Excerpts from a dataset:
--
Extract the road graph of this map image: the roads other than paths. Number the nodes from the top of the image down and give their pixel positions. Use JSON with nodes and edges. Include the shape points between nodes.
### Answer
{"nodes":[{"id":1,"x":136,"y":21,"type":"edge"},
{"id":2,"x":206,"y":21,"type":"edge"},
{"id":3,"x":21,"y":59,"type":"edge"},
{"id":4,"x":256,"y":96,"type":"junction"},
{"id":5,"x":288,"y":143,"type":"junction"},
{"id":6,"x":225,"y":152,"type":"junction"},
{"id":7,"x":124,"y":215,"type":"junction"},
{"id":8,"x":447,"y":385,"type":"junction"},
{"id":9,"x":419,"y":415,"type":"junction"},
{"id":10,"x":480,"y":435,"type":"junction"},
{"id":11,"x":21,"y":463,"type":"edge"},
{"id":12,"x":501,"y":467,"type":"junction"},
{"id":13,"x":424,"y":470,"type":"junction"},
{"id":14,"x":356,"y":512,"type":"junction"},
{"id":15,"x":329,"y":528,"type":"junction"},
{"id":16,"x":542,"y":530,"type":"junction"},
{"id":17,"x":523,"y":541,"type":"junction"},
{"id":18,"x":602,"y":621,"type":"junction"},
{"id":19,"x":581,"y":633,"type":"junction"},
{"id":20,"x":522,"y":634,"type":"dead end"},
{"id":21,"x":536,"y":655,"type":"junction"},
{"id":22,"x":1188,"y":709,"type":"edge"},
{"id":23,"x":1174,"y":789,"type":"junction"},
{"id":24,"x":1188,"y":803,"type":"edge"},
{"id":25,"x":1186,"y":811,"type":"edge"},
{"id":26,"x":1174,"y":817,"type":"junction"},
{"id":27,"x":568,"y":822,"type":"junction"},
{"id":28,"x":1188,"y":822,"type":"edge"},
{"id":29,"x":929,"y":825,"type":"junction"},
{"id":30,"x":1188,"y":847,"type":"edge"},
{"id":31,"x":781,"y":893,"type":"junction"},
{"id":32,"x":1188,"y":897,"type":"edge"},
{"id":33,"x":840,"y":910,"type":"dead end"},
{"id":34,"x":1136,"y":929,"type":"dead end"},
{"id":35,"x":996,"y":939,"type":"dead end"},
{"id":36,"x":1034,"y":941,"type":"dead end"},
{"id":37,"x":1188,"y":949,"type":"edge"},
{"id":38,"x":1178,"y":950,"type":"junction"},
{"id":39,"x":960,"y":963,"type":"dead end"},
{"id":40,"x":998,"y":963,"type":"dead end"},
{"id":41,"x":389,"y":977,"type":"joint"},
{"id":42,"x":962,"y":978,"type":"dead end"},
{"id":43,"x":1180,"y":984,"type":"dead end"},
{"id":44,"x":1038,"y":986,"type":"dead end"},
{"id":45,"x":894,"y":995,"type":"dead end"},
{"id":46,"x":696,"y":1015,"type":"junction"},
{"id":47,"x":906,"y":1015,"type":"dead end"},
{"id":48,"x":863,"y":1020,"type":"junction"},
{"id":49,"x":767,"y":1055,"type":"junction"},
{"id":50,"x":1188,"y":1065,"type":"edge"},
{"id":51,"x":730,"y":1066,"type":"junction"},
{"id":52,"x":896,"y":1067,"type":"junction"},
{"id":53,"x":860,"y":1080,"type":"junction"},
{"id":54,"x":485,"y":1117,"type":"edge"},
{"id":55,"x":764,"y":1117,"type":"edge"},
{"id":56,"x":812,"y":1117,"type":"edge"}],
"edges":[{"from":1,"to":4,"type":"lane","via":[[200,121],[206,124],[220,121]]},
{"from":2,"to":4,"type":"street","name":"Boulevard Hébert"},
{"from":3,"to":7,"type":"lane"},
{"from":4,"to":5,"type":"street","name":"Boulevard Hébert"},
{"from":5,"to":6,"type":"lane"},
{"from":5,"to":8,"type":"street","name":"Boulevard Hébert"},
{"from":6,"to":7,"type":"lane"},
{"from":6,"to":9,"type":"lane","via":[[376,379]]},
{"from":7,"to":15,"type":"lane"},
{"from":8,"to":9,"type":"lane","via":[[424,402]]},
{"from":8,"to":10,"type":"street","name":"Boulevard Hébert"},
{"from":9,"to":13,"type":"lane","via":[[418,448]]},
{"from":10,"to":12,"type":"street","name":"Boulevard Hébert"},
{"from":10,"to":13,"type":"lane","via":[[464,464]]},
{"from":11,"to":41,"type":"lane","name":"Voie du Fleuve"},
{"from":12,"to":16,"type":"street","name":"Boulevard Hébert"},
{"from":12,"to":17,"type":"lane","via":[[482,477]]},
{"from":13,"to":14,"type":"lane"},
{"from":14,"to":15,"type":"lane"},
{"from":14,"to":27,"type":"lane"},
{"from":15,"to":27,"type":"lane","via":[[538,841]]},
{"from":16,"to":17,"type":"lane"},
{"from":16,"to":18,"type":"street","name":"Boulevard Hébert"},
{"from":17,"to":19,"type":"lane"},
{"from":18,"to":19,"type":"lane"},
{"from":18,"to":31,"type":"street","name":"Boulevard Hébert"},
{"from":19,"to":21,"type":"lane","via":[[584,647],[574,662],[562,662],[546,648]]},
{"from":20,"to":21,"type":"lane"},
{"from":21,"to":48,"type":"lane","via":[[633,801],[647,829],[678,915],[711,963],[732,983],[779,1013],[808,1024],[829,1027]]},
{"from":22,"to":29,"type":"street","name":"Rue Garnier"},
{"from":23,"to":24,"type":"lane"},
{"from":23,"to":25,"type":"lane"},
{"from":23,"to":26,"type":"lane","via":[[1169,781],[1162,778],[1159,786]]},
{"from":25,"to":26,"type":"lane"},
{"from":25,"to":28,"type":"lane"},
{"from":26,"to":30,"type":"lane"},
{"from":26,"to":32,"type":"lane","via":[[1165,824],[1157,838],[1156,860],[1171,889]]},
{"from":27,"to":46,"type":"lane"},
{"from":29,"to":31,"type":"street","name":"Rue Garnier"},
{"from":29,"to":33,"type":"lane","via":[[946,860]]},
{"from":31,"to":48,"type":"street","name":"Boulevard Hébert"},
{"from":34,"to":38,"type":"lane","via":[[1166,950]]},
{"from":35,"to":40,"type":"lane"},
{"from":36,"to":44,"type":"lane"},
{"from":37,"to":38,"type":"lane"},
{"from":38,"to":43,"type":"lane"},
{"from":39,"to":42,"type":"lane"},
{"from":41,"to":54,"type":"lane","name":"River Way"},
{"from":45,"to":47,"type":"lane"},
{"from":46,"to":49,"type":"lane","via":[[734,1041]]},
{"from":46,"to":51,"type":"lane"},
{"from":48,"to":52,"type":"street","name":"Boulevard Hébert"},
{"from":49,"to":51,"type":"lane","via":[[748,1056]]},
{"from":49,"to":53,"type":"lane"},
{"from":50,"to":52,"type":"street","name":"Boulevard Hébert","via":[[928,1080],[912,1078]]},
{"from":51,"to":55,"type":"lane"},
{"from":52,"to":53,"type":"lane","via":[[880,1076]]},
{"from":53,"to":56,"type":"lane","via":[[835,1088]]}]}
--
Task to carry out:
Reproduce every line above without error.

Answer to this problem:
Extract the road graph of this map image: the roads other than paths. Number the nodes from the top of the image down and give their pixel positions. Use JSON with nodes and edges. Include the shape points between nodes.
### Answer
{"nodes":[{"id":1,"x":136,"y":21,"type":"edge"},
{"id":2,"x":206,"y":21,"type":"edge"},
{"id":3,"x":21,"y":59,"type":"edge"},
{"id":4,"x":256,"y":96,"type":"junction"},
{"id":5,"x":288,"y":143,"type":"junction"},
{"id":6,"x":225,"y":152,"type":"junction"},
{"id":7,"x":124,"y":215,"type":"junction"},
{"id":8,"x":447,"y":385,"type":"junction"},
{"id":9,"x":419,"y":415,"type":"junction"},
{"id":10,"x":480,"y":435,"type":"junction"},
{"id":11,"x":21,"y":463,"type":"edge"},
{"id":12,"x":501,"y":467,"type":"junction"},
{"id":13,"x":424,"y":470,"type":"junction"},
{"id":14,"x":356,"y":512,"type":"junction"},
{"id":15,"x":329,"y":528,"type":"junction"},
{"id":16,"x":542,"y":530,"type":"junction"},
{"id":17,"x":523,"y":541,"type":"junction"},
{"id":18,"x":602,"y":621,"type":"junction"},
{"id":19,"x":581,"y":633,"type":"junction"},
{"id":20,"x":522,"y":634,"type":"dead end"},
{"id":21,"x":536,"y":655,"type":"junction"},
{"id":22,"x":1188,"y":709,"type":"edge"},
{"id":23,"x":1174,"y":789,"type":"junction"},
{"id":24,"x":1188,"y":803,"type":"edge"},
{"id":25,"x":1186,"y":811,"type":"edge"},
{"id":26,"x":1174,"y":817,"type":"junction"},
{"id":27,"x":568,"y":822,"type":"junction"},
{"id":28,"x":1188,"y":822,"type":"edge"},
{"id":29,"x":929,"y":825,"type":"junction"},
{"id":30,"x":1188,"y":847,"type":"edge"},
{"id":31,"x":781,"y":893,"type":"junction"},
{"id":32,"x":1188,"y":897,"type":"edge"},
{"id":33,"x":840,"y":910,"type":"dead end"},
{"id":34,"x":1136,"y":929,"type":"dead end"},
{"id":35,"x":996,"y":939,"type":"dead end"},
{"id":36,"x":1034,"y":941,"type":"dead end"},
{"id":37,"x":1188,"y":949,"type":"edge"},
{"id":38,"x":1178,"y":950,"type":"junction"},
{"id":39,"x":960,"y":963,"type":"dead end"},
{"id":40,"x":998,"y":963,"type":"dead end"},
{"id":41,"x":389,"y":977,"type":"joint"},
{"id":42,"x":962,"y":978,"type":"dead end"},
{"id":43,"x":1180,"y":984,"type":"dead end"},
{"id":44,"x":1038,"y":986,"type":"dead end"},
{"id":45,"x":894,"y":995,"type":"dead end"},
{"id":46,"x":696,"y":1015,"type":"junction"},
{"id":47,"x":906,"y":1015,"type":"dead end"},
{"id":48,"x":863,"y":1020,"type":"junction"},
{"id":49,"x":767,"y":1055,"type":"junction"},
{"id":50,"x":1188,"y":1065,"type":"edge"},
{"id":51,"x":730,"y":1066,"type":"junction"},
{"id":52,"x":896,"y":1067,"type":"junction"},
{"id":53,"x":860,"y":1080,"type":"junction"},
{"id":54,"x":485,"y":1117,"type":"edge"},
{"id":55,"x":764,"y":1117,"type":"edge"},
{"id":56,"x":812,"y":1117,"type":"edge"}],
"edges":[{"from":1,"to":4,"type":"lane","via":[[200,121],[206,124],[220,121]]},
{"from":2,"to":4,"type":"street","name":"Boulevard Hébert"},
{"from":3,"to":7,"type":"lane"},
{"from":4,"to":5,"type":"street","name":"Boulevard Hébert"},
{"from":5,"to":6,"type":"lane"},
{"from":5,"to":8,"type":"street","name":"Boulevard Hébert"},
{"from":6,"to":7,"type":"lane"},
{"from":6,"to":9,"type":"lane","via":[[376,379]]},
{"from":7,"to":15,"type":"lane"},
{"from":8,"to":9,"type":"lane","via":[[424,402]]},
{"from":8,"to":10,"type":"street","name":"Boulevard Hébert"},
{"from":9,"to":13,"type":"lane","via":[[418,448]]},
{"from":10,"to":12,"type":"street","name":"Boulevard Hébert"},
{"from":10,"to":13,"type":"lane","via":[[464,464]]},
{"from":11,"to":41,"type":"lane","name":"Voie du Fleuve"},
{"from":12,"to":16,"type":"street","name":"Boulevard Hébert"},
{"from":12,"to":17,"type":"lane","via":[[482,477]]},
{"from":13,"to":14,"type":"lane"},
{"from":14,"to":15,"type":"lane"},
{"from":14,"to":27,"type":"lane"},
{"from":15,"to":27,"type":"lane","via":[[538,841]]},
{"from":16,"to":17,"type":"lane"},
{"from":16,"to":18,"type":"street","name":"Boulevard Hébert"},
{"from":17,"to":19,"type":"lane"},
{"from":18,"to":19,"type":"lane"},
{"from":18,"to":31,"type":"street","name":"Boulevard Hébert"},
{"from":19,"to":21,"type":"lane","via":[[584,647],[574,662],[562,662],[546,648]]},
{"from":20,"to":21,"type":"lane"},
{"from":21,"to":48,"type":"lane","via":[[633,801],[647,829],[678,915],[711,963],[732,983],[779,1013],[808,1024],[829,1027]]},
{"from":22,"to":29,"type":"street","name":"Rue Garnier"},
{"from":23,"to":24,"type":"lane"},
{"from":23,"to":25,"type":"lane"},
{"from":23,"to":26,"type":"lane","via":[[1169,781],[1162,778],[1159,786]]},
{"from":25,"to":26,"type":"lane"},
{"from":25,"to":28,"type":"lane"},
{"from":26,"to":30,"type":"lane"},
{"from":26,"to":32,"type":"lane","via":[[1165,824],[1157,838],[1156,860],[1171,889]]},
{"from":27,"to":46,"type":"lane"},
{"from":29,"to":31,"type":"street","name":"Rue Garnier"},
{"from":29,"to":33,"type":"lane","via":[[946,860]]},
{"from":31,"to":48,"type":"street","name":"Boulevard Hébert"},
{"from":34,"to":38,"type":"lane","via":[[1166,950]]},
{"from":35,"to":40,"type":"lane"},
{"from":36,"to":44,"type":"lane"},
{"from":37,"to":38,"type":"lane"},
{"from":38,"to":43,"type":"lane"},
{"from":39,"to":42,"type":"lane"},
{"from":41,"to":54,"type":"lane","name":"River Way"},
{"from":45,"to":47,"type":"lane"},
{"from":46,"to":49,"type":"lane","via":[[734,1041]]},
{"from":46,"to":51,"type":"lane"},
{"from":48,"to":52,"type":"street","name":"Boulevard Hébert"},
{"from":49,"to":51,"type":"lane","via":[[748,1056]]},
{"from":49,"to":53,"type":"lane"},
{"from":50,"to":52,"type":"street","name":"Boulevard Hébert","via":[[928,1080],[912,1078]]},
{"from":51,"to":55,"type":"lane"},
{"from":52,"to":53,"type":"lane","via":[[880,1076]]},
{"from":53,"to":56,"type":"lane","via":[[835,1088]]}]}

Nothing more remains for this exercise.